A map made in the United Kingdom and sent to the United States on April 7, 1951, indicates a view that the Allied Powers should include Dokdo as part of Korea's territory in the San Francisco Peace Treaty with Japan. / Courtesy of Northeast Asian History Foundation
This is the third of a five-part series examining Korean and Japanese claims regarding Dokdo and the San Francisco Peace Treaty in 1951 that fell short of clearly defining the legal ownership of the rocky islets in the East Sea. –– ED.
By Lee Tae-hoon
Lee Seok-woo, a law professor at Inha University, is one of the first and most notable Koreans to unearth documents related to the San Francisco Peace Treaty that formally ended the occupation of Japan by the Allied Powers sixty years ago.
Nevertheless, Lee tries to avoid holding media interviews or giving lectures on Dokdo, the field in which he earned his Ph.D. as his research is often seen as a major challenge to the dominant interpretations of the peace treaty here.
In fact, many documents that he has published disclose some of the most powerful evidence in support of Japan's claim that the United States considered Dokdo part of its territory.
Observers say many scholars in Korea, especially historians, have a firm belief that the peace treaty with Japan signed in San Francisco on Sept. 8, 1951, demands Japan give up its territorial right over Korea's eastern most islets of Dokdo.
However, Lee does not totally agree with them as the pile of documents that he collected and studied, including 19 drafts of the treaty dating from March 19, 1957, through Aug. 13, 1951, suggest that the United States was often indecisive and in favor of Japan over the fate of Dokdo.
Drafts of peace treaty
Of the 19 drafts that he discovered and a draft dated Sept. 7, 1949 that The Korea Times obtained, seven demand that Japan should renounce the rights and titles to Dokdo, referring to it as the Liancourt Rocks or Takeshima.
Four drafts state Japanese territory includes Dokdo, while the remaining nine do not mention the rocky islands, which Japan secretly annexed five years prior to the colonization of the entire peninsula in 1910.
According to Kim Yong-hwan, a senior researcher at the Dokdo Research Institute, Tokyo annexed Dokdo as part of its territory in 1905 without notifying Seoul amidst the Russo-Japanese War, ignoring the fact that Dokdo was administered by Korea.
Historical records show that Japanese officials concluded that Dokdo was not part of Japan's territory after carefully studying whether it would be appropriate to include Ulleung Island and Dokdo as their territory upon an inquiry from Shimane Prefecture.
Still, Japan pushed Dokdo's annexation to the Shimane Prefecture in 1905 as part of its move to install military facilities in major strategic areas on the Korean Peninsula.
Lee claims that the San Francisco Peace Treaty failed to put an end to territorial disputes over Dokdo and other contentious border islands as the Kuril and Senkaku Islands.
The multilateral pact fell short of defining the Kuril Islands that both Japan and Russia claim sovereignty over.
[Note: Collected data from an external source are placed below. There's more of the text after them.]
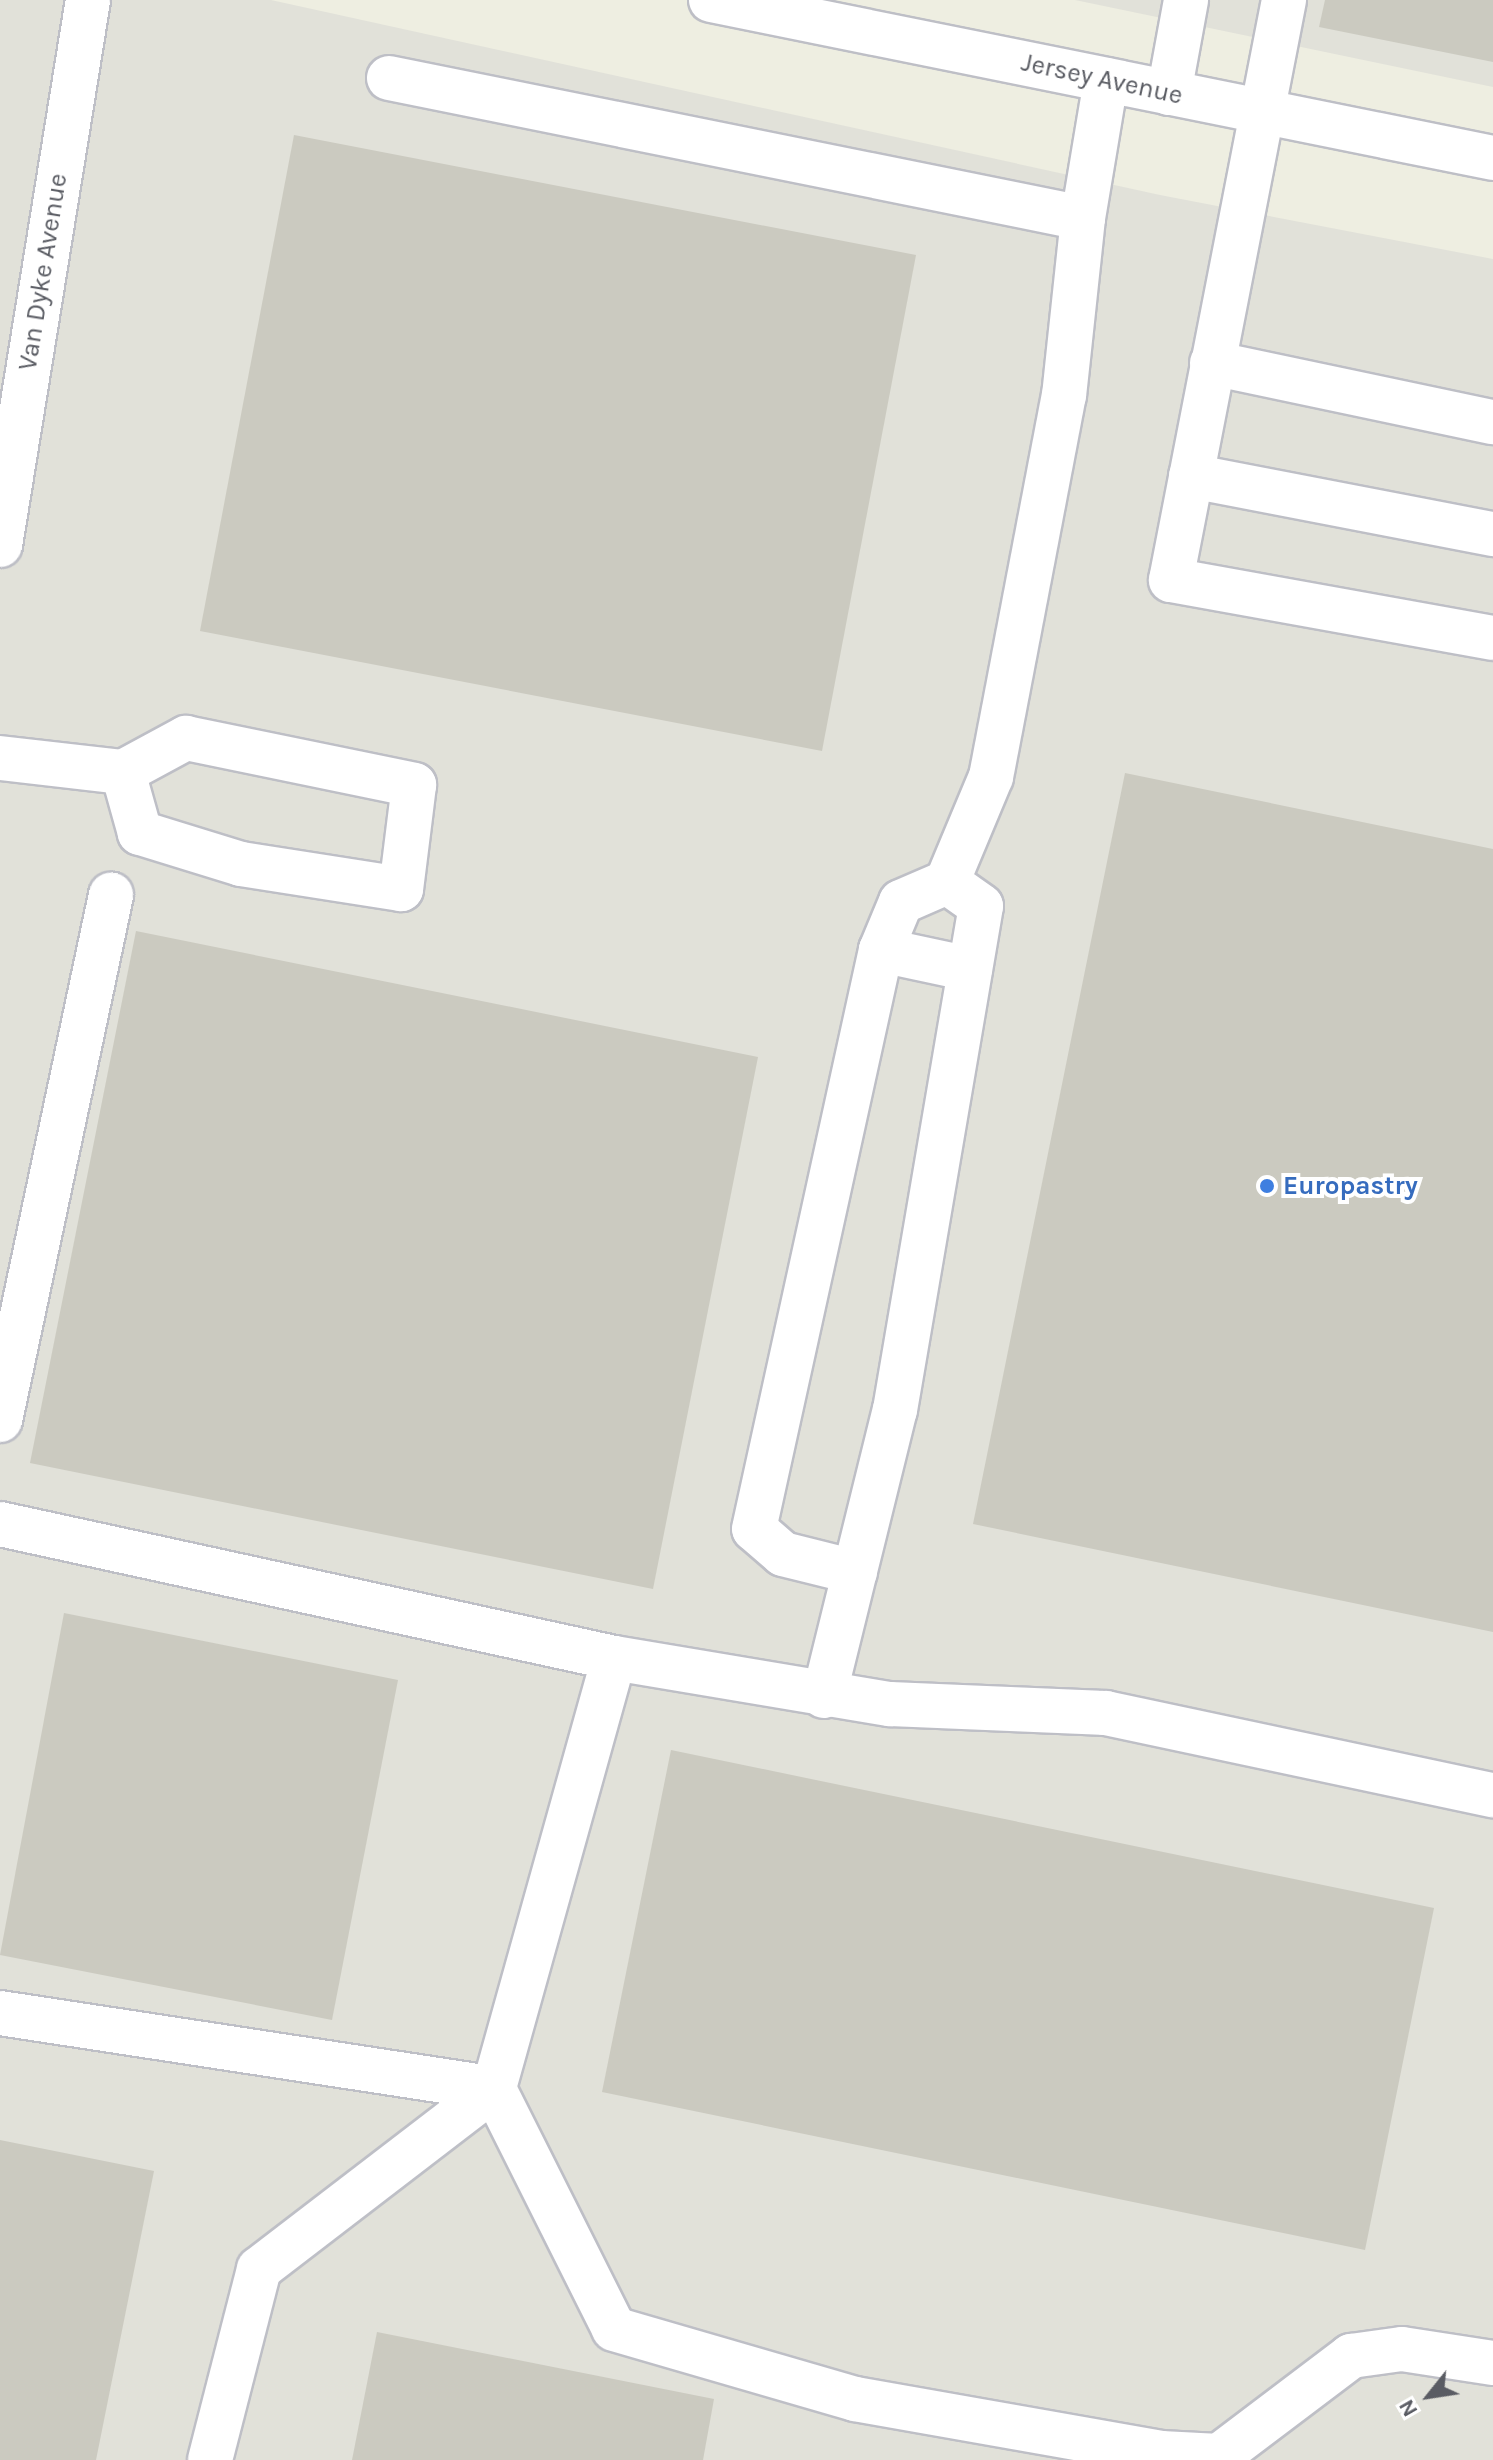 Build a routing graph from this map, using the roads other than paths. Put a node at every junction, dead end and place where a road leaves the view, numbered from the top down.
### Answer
1 (88, 0) edge
2 (711, 0) edge
3 (1186, 0) edge
4 (1284, 0) edge
5 (389, 78) dead end
6 (1106, 80) junction
7 (1169, 93) junction
8 (1260, 111) junction
9 (1493, 158) edge
10 (1083, 218) junction
11 (1212, 363) junction
12 (1493, 422) edge
13 (1191, 476) junction
14 (1493, 534) edge
15 (0, 545) edge
16 (1493, 638) edge
17 (0, 758) edge
18 (123, 772) junction
19 (947, 882) junction
20 (111, 895) dead end
21 (887, 935) junction
22 (973, 955) junction
23 (0, 1420) edge
24 (0, 1524) edge
25 (855, 1572) junction
26 (614, 1658) junction
27 (824, 1696) junction
28 (1493, 1795) edge
29 (0, 2013) edge
30 (494, 2089) junction
31 (1493, 2363) edge
32 (210, 2460) edge

1 - 15 street, Van Dyke Avenue
2 - 6 street, Jersey Avenue
3 - 7 street
4 - 8 street
5 - 10 street
6 - 7 street, Jersey Avenue
6 - 10 street
7 - 8 street, Jersey Avenue
8 - 9 street, Jersey Avenue
8 - 11 street
10 - 19 street
11 - 12 street
11 - 13 street
13 - 14 street
13 - 16 street
17 - 18 street
18 - 18 street
19 - 21 street
19 - 22 street
20 - 23 street
21 - 22 street
21 - 25 street
22 - 25 street
24 - 26 street
25 - 27 street
26 - 27 street
26 - 30 street
27 - 28 street
29 - 30 street
30 - 31 street
30 - 32 street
It failed to mention not only Dokdo, but also the Senkaku Islands that Japan, China, and Taiwan all claim sovereignty over.
Failure to resolve disputes
Lee noted that the Allied Powers did not give serious consideration to rival claims to titles over contentious territories as they were more concerned with their own geopolitical and strategic interests and feared a possible failure to resolve territorial disputes in East Asia.
A considerable number of U.S. government documents, including an office memorandum on Aug. 6, 1947, from Hugh Borton, the then acting special assistant to the director of the Office of Far Eastern Affairs, supports his argument.
"In view of our desire to call a peace conference for Japan as soon as possible...it is imperative that the Department's views on the treaty be determined as quickly as possible", states the 1947 memo that Lee discovered during his six-month long hunt at the U.S. National Archives and Records Administration.
Documents show that John J. Muccio, then U.S. ambassador to Korea, was concerned with the move to omit Dokdo in the final draft of the treaty.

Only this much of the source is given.